Copy out all of the entries below without any change.

(Collection entries)
+++++

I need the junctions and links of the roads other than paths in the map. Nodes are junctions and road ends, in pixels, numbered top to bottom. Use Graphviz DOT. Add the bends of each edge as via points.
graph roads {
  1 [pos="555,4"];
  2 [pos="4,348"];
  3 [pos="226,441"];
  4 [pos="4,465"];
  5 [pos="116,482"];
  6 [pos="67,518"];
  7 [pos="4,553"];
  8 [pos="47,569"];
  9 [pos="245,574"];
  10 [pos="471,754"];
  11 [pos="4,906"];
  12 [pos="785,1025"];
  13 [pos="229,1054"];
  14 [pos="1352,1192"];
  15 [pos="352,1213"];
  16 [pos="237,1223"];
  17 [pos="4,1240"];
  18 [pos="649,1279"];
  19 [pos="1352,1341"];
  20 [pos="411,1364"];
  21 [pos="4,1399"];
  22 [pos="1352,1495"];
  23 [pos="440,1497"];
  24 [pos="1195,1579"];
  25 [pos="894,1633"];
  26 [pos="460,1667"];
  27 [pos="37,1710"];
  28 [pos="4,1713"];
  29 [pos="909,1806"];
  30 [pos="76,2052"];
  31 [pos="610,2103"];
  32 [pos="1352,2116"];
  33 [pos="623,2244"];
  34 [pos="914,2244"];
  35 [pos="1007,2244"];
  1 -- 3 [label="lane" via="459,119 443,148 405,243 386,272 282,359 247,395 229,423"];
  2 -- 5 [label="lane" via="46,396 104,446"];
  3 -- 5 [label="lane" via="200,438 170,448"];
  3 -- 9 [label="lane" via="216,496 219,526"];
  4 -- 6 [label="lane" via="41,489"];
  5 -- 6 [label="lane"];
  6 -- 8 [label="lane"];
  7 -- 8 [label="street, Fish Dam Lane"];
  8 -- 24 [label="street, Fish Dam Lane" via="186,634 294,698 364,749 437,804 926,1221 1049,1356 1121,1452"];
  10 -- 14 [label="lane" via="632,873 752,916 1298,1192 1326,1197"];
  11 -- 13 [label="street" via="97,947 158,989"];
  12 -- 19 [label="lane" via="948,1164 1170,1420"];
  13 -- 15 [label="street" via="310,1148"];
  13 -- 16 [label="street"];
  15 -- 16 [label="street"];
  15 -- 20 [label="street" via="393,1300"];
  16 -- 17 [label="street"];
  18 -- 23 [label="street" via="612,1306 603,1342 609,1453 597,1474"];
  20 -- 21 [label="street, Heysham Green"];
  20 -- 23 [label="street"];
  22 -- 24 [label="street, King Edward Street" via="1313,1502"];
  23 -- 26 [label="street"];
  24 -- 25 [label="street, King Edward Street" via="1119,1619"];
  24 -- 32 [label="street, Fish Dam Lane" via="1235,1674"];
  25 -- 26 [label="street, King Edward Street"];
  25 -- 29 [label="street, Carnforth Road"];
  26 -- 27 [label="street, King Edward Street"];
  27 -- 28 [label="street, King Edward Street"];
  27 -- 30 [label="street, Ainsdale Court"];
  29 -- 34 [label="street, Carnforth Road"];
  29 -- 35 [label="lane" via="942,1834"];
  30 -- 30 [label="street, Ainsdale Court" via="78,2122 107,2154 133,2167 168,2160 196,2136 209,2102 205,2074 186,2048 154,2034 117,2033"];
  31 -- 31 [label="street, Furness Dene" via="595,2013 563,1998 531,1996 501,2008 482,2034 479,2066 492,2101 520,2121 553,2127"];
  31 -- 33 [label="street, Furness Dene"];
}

+++++

*Answer space*.
I need the junctions and links of the roads other than paths in the map. Nodes are junctions and road ends, in pixels, numbered top to bottom. Use Graphviz DOT. Add the bends of each edge as via points.
graph roads {
  1 [pos="555,4"];
  2 [pos="4,348"];
  3 [pos="226,441"];
  4 [pos="4,465"];
  5 [pos="116,482"];
  6 [pos="67,518"];
  7 [pos="4,553"];
  8 [pos="47,569"];
  9 [pos="245,574"];
  10 [pos="471,754"];
  11 [pos="4,906"];
  12 [pos="785,1025"];
  13 [pos="229,1054"];
  14 [pos="1352,1192"];
  15 [pos="352,1213"];
  16 [pos="237,1223"];
  17 [pos="4,1240"];
  18 [pos="649,1279"];
  19 [pos="1352,1341"];
  20 [pos="411,1364"];
  21 [pos="4,1399"];
  22 [pos="1352,1495"];
  23 [pos="440,1497"];
  24 [pos="1195,1579"];
  25 [pos="894,1633"];
  26 [pos="460,1667"];
  27 [pos="37,1710"];
  28 [pos="4,1713"];
  29 [pos="909,1806"];
  30 [pos="76,2052"];
  31 [pos="610,2103"];
  32 [pos="1352,2116"];
  33 [pos="623,2244"];
  34 [pos="914,2244"];
  35 [pos="1007,2244"];
  1 -- 3 [label="lane" via="459,119 443,148 405,243 386,272 282,359 247,395 229,423"];
  2 -- 5 [label="lane" via="46,396 104,446"];
  3 -- 5 [label="lane" via="200,438 170,448"];
  3 -- 9 [label="lane" via="216,496 219,526"];
  4 -- 6 [label="lane" via="41,489"];
  5 -- 6 [label="lane"];
  6 -- 8 [label="lane"];
  7 -- 8 [label="street, Fish Dam Lane"];
  8 -- 24 [label="street, Fish Dam Lane" via="186,634 294,698 364,749 437,804 926,1221 1049,1356 1121,1452"];
  10 -- 14 [label="lane" via="632,873 752,916 1298,1192 1326,1197"];
  11 -- 13 [label="street" via="97,947 158,989"];
  12 -- 19 [label="lane" via="948,1164 1170,1420"];
  13 -- 15 [label="street" via="310,1148"];
  13 -- 16 [label="street"];
  15 -- 16 [label="street"];
  15 -- 20 [label="street" via="393,1300"];
  16 -- 17 [label="street"];
  18 -- 23 [label="street" via="612,1306 603,1342 609,1453 597,1474"];
  20 -- 21 [label="street, Heysham Green"];
  20 -- 23 [label="street"];
  22 -- 24 [label="street, King Edward Street" via="1313,1502"];
  23 -- 26 [label="street"];
  24 -- 25 [label="street, King Edward Street" via="1119,1619"];
  24 -- 32 [label="street, Fish Dam Lane" via="1235,1674"];
  25 -- 26 [label="street, King Edward Street"];
  25 -- 29 [label="street, Carnforth Road"];
  26 -- 27 [label="street, King Edward Street"];
  27 -- 28 [label="street, King Edward Street"];
  27 -- 30 [label="street, Ainsdale Court"];
  29 -- 34 [label="street, Carnforth Road"];
  29 -- 35 [label="lane" via="942,1834"];
  30 -- 30 [label="street, Ainsdale Court" via="78,2122 107,2154 133,2167 168,2160 196,2136 209,2102 205,2074 186,2048 154,2034 117,2033"];
  31 -- 31 [label="street, Furness Dene" via="595,2013 563,1998 531,1996 501,2008 482,2034 479,2066 492,2101 520,2121 553,2127"];
  31 -- 33 [label="street, Furness Dene"];
}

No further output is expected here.